II.2 Fiori d'arancio

291 30 60
                                    

«Non starai un po’ esagerando?» domandò, ma neanche l'imbarazzo lo spinse a distogliere lo sguardo.

«Al contrario, minimizzo» corresse lui. «Scusa se ti ho fatto svegliare tardi. Ho pensato che fosse meglio correre un po' dopo qualche ora di sonno, che avere più tempo ma sembrare un morto che cammina.»

«Avresti potuto avvertirmi ieri sera.»

«Non ci ho pensato. E stamattina, quando me ne sono andato, dormivi come un sasso. La prossima volta ti ruberò del carboncino e ti disegnerò in faccia un paio di baffi.»

Non riuscì a trattenere un sorriso. «Quanti anni hai? Dodici?»

Lo sguardo di Harvey tornò serio. «Davvero, scusa. Ho fatto male?»

«No» rispose lui, anche se non si sentì del tutto sincero nel farlo. «Ma avrei voluto parlarti di una cosa prima della cerimonia, ora però c'è così poco tempo…»

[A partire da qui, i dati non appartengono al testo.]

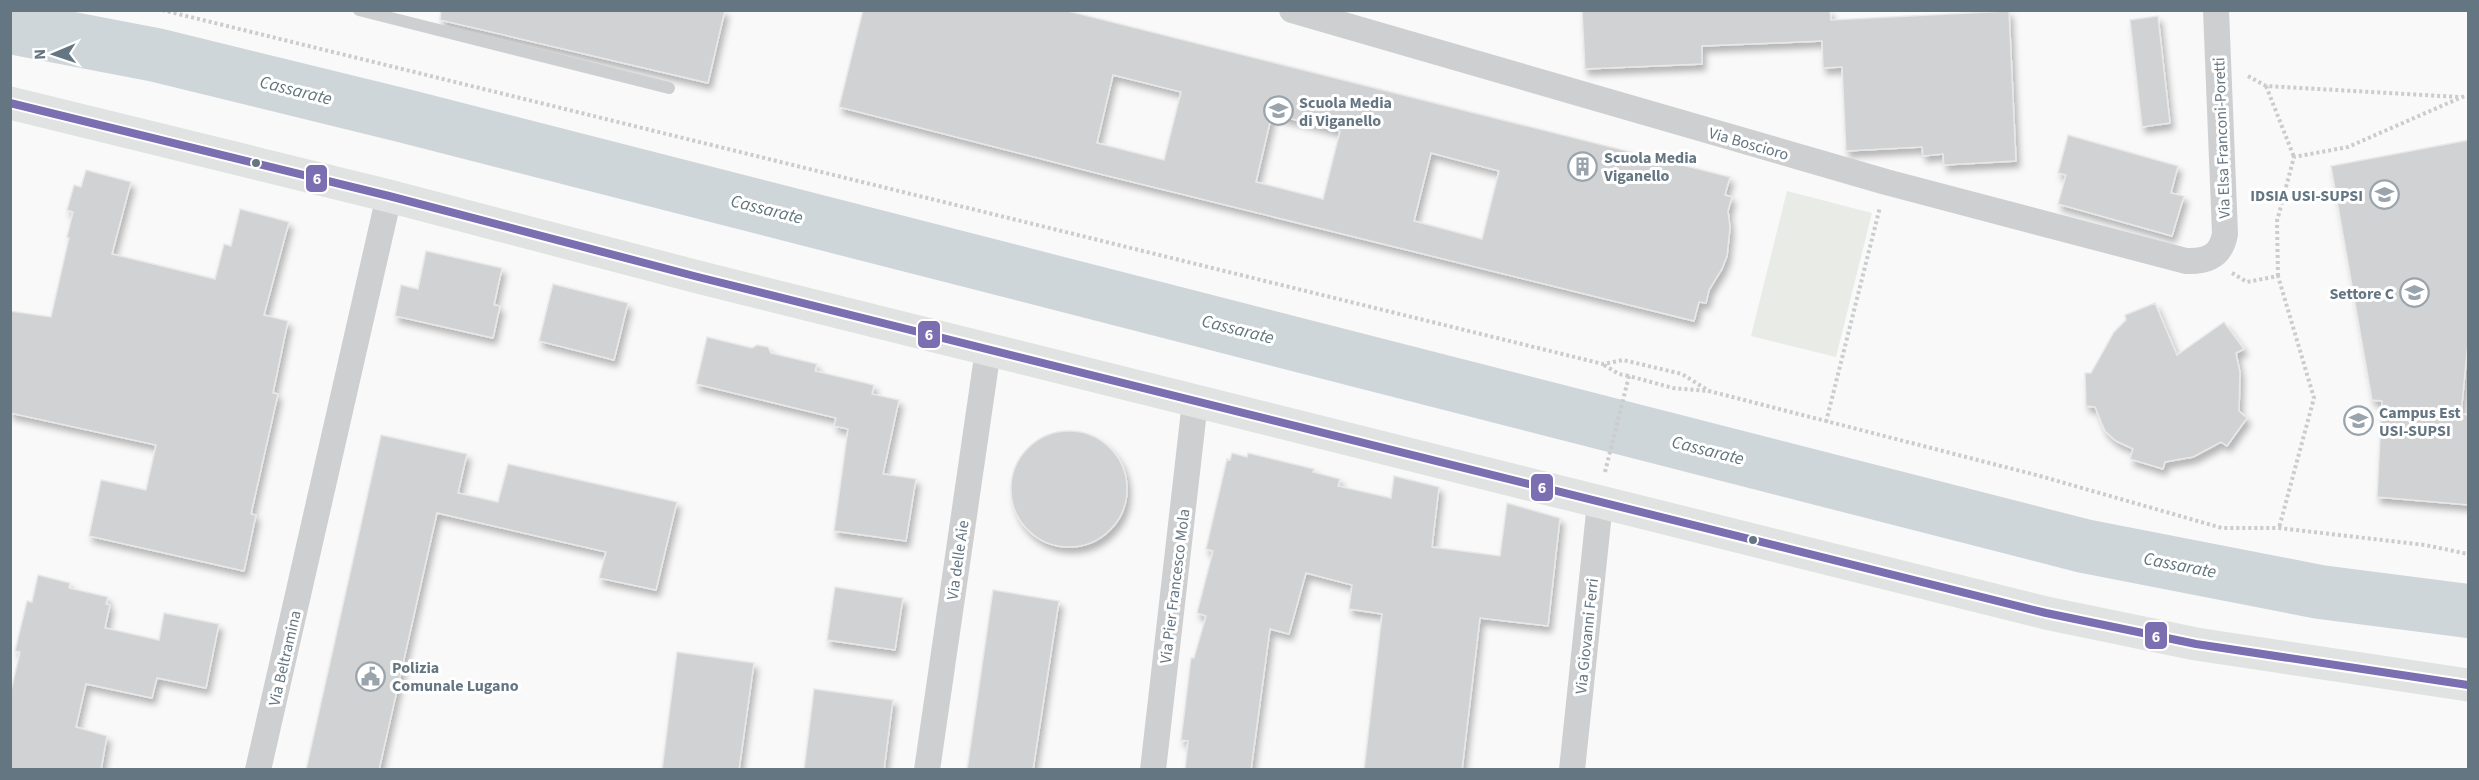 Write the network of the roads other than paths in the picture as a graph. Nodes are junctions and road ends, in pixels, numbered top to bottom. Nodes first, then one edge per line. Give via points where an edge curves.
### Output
1 (359, 10) edge
2 (1292, 10) edge
3 (2216, 10) edge
4 (669, 88) dead end
5 (10, 103) edge
6 (389, 196) junction
7 (2209, 258) joint
8 (988, 350) junction
9 (1196, 402) junction
10 (1600, 503) junction
11 (2469, 685) edge
12 (258, 770) edge
13 (927, 770) edge
14 (1153, 770) edge
15 (1572, 770) edge

1 - 4 lane
2 - 7 street, Via Boscioro via 1886,182 2186,261
3 - 7 street, Via Elsa Franconi-Poretti via 2225,234 2223,245
5 - 6 main road
6 - 8 main road
6 - 12 street, Via Beltramina
8 - 9 main road
8 - 13 street, Via delle Aie
9 - 10 main road
9 - 14 street, Via Pier Francesco Mola
10 - 11 main road via 2126,631
10 - 15 street, Via Giovanni Ferri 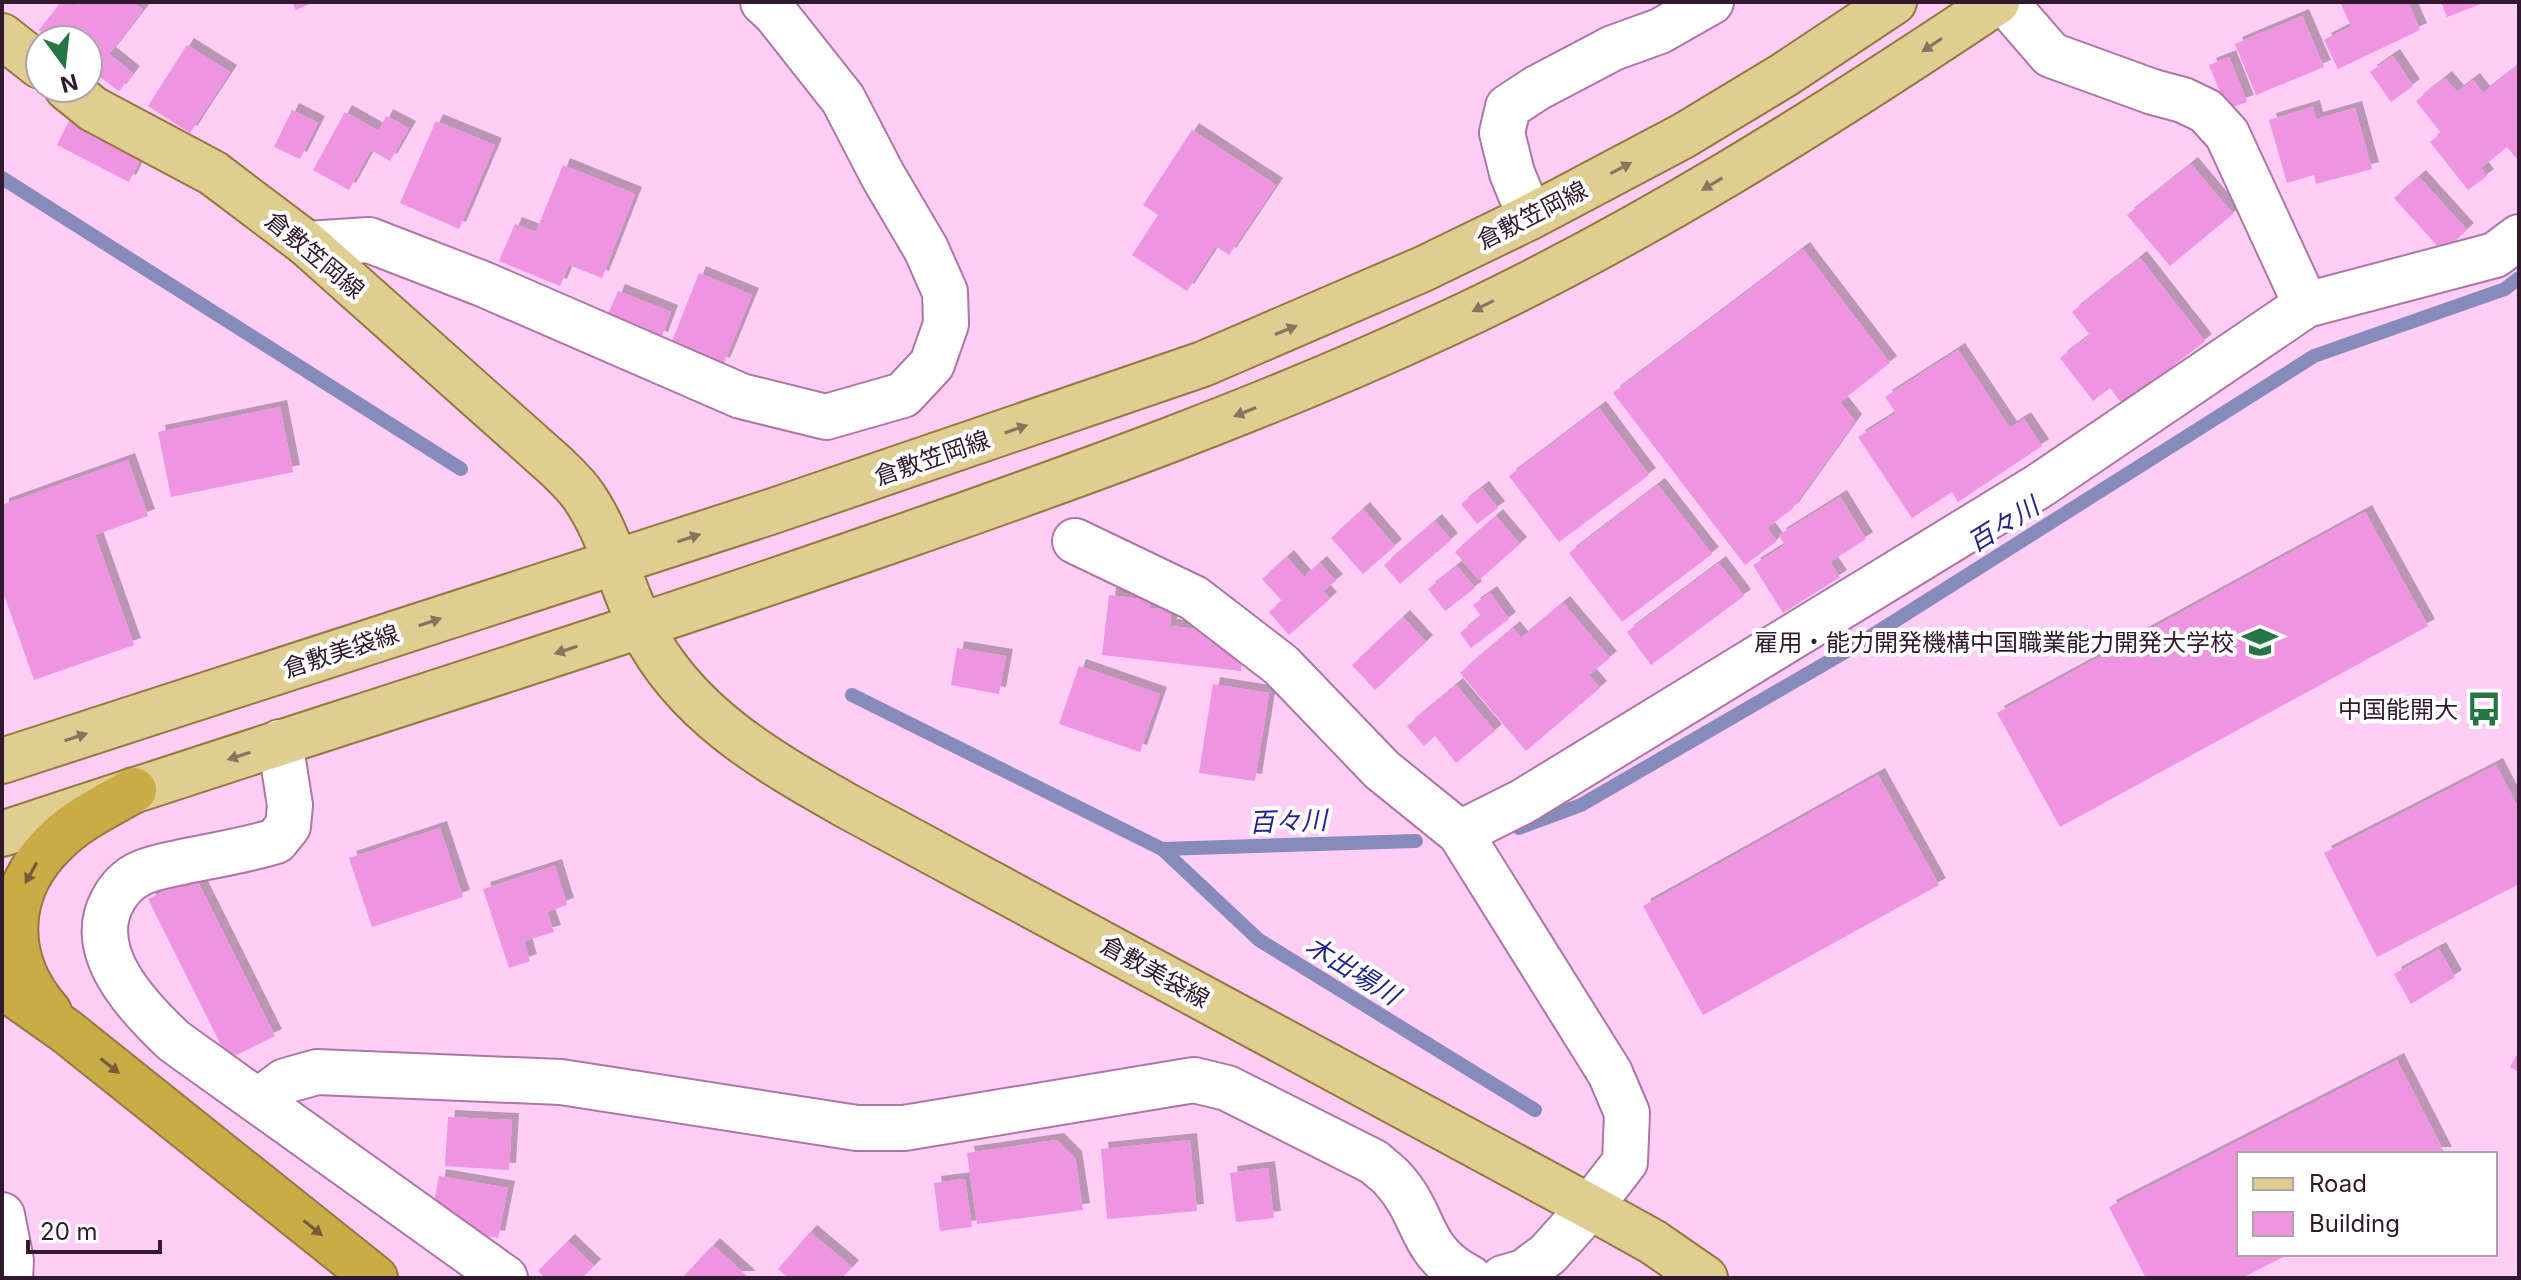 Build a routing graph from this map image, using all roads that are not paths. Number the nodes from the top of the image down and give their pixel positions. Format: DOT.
graph roads {
  1 [pos="763,2"];
  2 [pos="1711,2"];
  3 [pos="1894,2"];
  4 [pos="1997,2"];
  5 [pos="2005,2"];
  6 [pos="2,36"];
  7 [pos="24,53"];
  8 [pos="87,104"];
  9 [pos="1530,217"];
  10 [pos="2519,237"];
  11 [pos="307,244"];
  12 [pos="2306,305"];
  13 [pos="1075,541"];
  14 [pos="615,562"];
  15 [pos="641,626"];
  16 [pos="280,742"];
  17 [pos="2,761"];
  18 [pos="134,790"];
  19 [pos="1460,833"];
  20 [pos="2,834"];
  21 [pos="2,986"];
  22 [pos="66,1031"];
  23 [pos="258,1101"];
  24 [pos="1590,1207"];
  25 [pos="2,1215"];
  26 [pos="10,1278"];
  27 [pos="375,1278"];
  28 [pos="505,1278"];
  29 [pos="1470,1278"];
  30 [pos="1503,1278"];
  31 [pos="1705,1278"];
  1 -- 11 [label="street"];
  2 -- 9 [label="street"];
  9 -- 3 [label="main road, 倉敷笠岡線, one-way"];
  4 -- 15 [label="main road, one-way"];
  5 -- 12 [label="street"];
  6 -- 7 [label="main road"];
  8 -- 11 [label="main road, 倉敷笠岡線"];
  14 -- 9 [label="main road, 倉敷笠岡線, one-way"];
  10 -- 12 [label="street"];
  11 -- 14 [label="main road, 倉敷笠岡線"];
  12 -- 19 [label="street"];
  13 -- 19 [label="street"];
  14 -- 15 [label="main road, 倉敷美袋線"];
  17 -- 14 [label="main road, 倉敷美袋線, one-way"];
  15 -- 16 [label="main road, one-way"];
  15 -- 24 [label="main road, 倉敷美袋線"];
  16 -- 18 [label="main road, one-way"];
  16 -- 23 [label="street"];
  18 -- 20 [label="main road"];
  18 -- 22 [label="highway, one-way"];
  19 -- 24 [label="street"];
  21 -- 22 [label="highway"];
  22 -- 27 [label="highway, one-way"];
  23 -- 28 [label="street"];
  23 -- 29 [label="street"];
  24 -- 30 [label="street"];
  24 -- 31 [label="main road, 倉敷美袋線"];
  25 -- 26 [label="street"];
}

«Una cosa? Quale cosa? È una cosa brutta?»

«No, no! Non credo… cioè, spero di no.»

Harvey aggrottò la fronte, confuso. «Stiamo parlando, puoi dirmela adesso.»

«Diciamo che vorrei affrontare la questione con più calma» disse, cercando di mantenere un tono rassicurante.

Non sembrò funzionare molto. Harvey aveva molti pregi, ma un suo difetto era che pensava sempre al peggio.

«Perché con calma? Che è successo?»

«Ma niente, niente, solo che-»

Due colpi violenti sulla porta li fecero sobbalzre entrambi.

«Allora? Ti muovi? Stiamo diventando vecchi là sotto, poi il tuo amico mi ha anche lasciato da solo per andarsene chissà a fare cosa e non so più cosa dire. Ci degneresti della tua presenza, di grazia?»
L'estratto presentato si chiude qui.